In response to this growing concern for power quality, electric utilities have programs that help them respond to customer concerns. The philosophy of these programs ranges from reactive, where the utility responds to customer complaints, to proactive, where the utility is involved in educating the customer and promoting services that can help develop solutions to power quality problems.

The regulatory issues facing utilities may play an important role in how their programs are structured. Since power quality problems often involve interactions between the supply system and the customer facility and equipment, regulators should make sure that distribution companies have incentives to work with customers and help customers solve these problems.

The economics involved in solving a power quality problem must also be included in the analysis. It is not always economical to eliminate power quality variations on the supply side.

In many cases, the optimal solution to a problem may involve making a particular piece of sensitive equipment less sensitive to power quality variations. The level of power quality required is that level which will result in proper operation of the equipment at a particular facility.

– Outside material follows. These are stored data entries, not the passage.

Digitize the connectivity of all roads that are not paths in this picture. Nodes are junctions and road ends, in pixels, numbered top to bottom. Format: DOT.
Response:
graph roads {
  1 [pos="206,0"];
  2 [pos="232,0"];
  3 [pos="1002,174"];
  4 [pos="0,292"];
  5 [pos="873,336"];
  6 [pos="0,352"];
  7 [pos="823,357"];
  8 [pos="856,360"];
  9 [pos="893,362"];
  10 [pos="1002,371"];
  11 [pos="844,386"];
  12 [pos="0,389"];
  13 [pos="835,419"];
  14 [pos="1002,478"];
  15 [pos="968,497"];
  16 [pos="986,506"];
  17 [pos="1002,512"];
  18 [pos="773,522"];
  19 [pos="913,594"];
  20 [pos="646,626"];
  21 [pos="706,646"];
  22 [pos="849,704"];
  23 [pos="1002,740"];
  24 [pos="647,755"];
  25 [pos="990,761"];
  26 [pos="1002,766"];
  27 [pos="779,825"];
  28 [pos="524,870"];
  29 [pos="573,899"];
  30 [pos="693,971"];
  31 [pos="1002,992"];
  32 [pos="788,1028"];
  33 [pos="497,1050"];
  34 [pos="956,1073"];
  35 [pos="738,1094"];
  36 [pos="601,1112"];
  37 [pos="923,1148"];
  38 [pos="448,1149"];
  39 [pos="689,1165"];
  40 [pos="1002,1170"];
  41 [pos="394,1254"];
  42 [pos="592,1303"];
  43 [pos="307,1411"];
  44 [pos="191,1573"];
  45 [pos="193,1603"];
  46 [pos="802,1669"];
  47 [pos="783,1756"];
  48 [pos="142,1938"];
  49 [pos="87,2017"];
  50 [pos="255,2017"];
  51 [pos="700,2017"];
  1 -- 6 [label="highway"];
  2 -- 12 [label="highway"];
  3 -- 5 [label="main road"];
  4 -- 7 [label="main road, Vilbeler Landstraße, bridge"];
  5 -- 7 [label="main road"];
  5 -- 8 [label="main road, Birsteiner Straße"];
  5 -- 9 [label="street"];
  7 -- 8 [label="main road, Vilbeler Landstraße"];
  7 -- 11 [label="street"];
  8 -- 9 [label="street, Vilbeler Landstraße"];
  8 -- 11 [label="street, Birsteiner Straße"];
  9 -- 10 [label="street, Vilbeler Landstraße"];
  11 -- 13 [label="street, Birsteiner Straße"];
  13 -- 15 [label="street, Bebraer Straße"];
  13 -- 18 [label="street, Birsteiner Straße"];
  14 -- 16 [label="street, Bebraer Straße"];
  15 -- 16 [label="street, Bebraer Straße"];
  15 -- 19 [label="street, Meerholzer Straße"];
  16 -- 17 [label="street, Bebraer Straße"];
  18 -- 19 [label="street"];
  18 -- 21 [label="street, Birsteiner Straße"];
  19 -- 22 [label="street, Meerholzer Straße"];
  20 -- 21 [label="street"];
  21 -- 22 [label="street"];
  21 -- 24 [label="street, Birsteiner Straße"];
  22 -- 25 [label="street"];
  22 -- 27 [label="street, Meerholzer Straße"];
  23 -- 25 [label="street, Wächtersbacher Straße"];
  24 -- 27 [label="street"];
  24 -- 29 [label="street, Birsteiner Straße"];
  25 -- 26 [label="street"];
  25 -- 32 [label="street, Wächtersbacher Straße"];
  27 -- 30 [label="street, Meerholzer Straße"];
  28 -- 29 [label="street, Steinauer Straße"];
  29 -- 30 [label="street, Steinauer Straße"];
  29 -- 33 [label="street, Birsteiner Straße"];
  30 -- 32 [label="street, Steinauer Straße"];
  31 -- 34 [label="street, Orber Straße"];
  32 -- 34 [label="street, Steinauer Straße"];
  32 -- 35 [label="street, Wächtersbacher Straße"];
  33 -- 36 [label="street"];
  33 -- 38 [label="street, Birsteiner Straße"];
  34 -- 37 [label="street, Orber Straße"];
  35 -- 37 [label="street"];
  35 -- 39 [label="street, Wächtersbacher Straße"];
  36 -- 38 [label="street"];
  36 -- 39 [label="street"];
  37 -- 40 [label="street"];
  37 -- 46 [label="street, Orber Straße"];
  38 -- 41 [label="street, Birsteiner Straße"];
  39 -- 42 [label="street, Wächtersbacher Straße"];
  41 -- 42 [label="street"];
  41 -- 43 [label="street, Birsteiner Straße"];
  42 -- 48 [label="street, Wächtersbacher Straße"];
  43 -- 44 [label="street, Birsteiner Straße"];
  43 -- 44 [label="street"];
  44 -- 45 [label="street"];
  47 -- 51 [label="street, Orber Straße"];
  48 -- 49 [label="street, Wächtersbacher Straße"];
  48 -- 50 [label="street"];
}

Power quality, like quality in other goods and services, is difficult to quantify. There is no single accepted definition of quality power. There are standards for voltage and other technical criteria that may be measured, but the ultimate measure of power quality is determined by the performance and productivity of end-user equipment.

If the electric power is inadequate for those needs, then the “quality” is lacking. Perhaps nothing has been more symbolic of a mismatch in the power delivery system and consumer technology than the “blinking clock” phenomenon.

Clock designers created the blinking display of a digital clock to warn of possible incorrect time after loss of power and inadvertently created one of the first power quality monitors. It has made the homeowner aware that there are numerous minor disturbances occurring throughout the power delivery system that may have no ill effects other than to be detected by a clock.

Many appliances now have a built-in clock, so the average household may have about a dozen clocks that must be reset when there is a brief interruption. Older-technology motor-driven clocks would simply lose a few seconds during minor disturbances and then promptly come back into synchronism.


Electric power quality has emerged as a major area of electric power engineering. The predominant reason for this emergence is the increase in sensitivity of end-use equipment. The various aspects of power quality as it impacts utility companies and their customers and includes material on (1) grounding, (2) voltage sags, (3) harmonics, (4) voltage flicker, and (5) long-term monitoring.

While these five topics do not cover all aspects of power quality, they provide the reader with a broad based overview that should serve to increase overall understanding of problems related to power quality.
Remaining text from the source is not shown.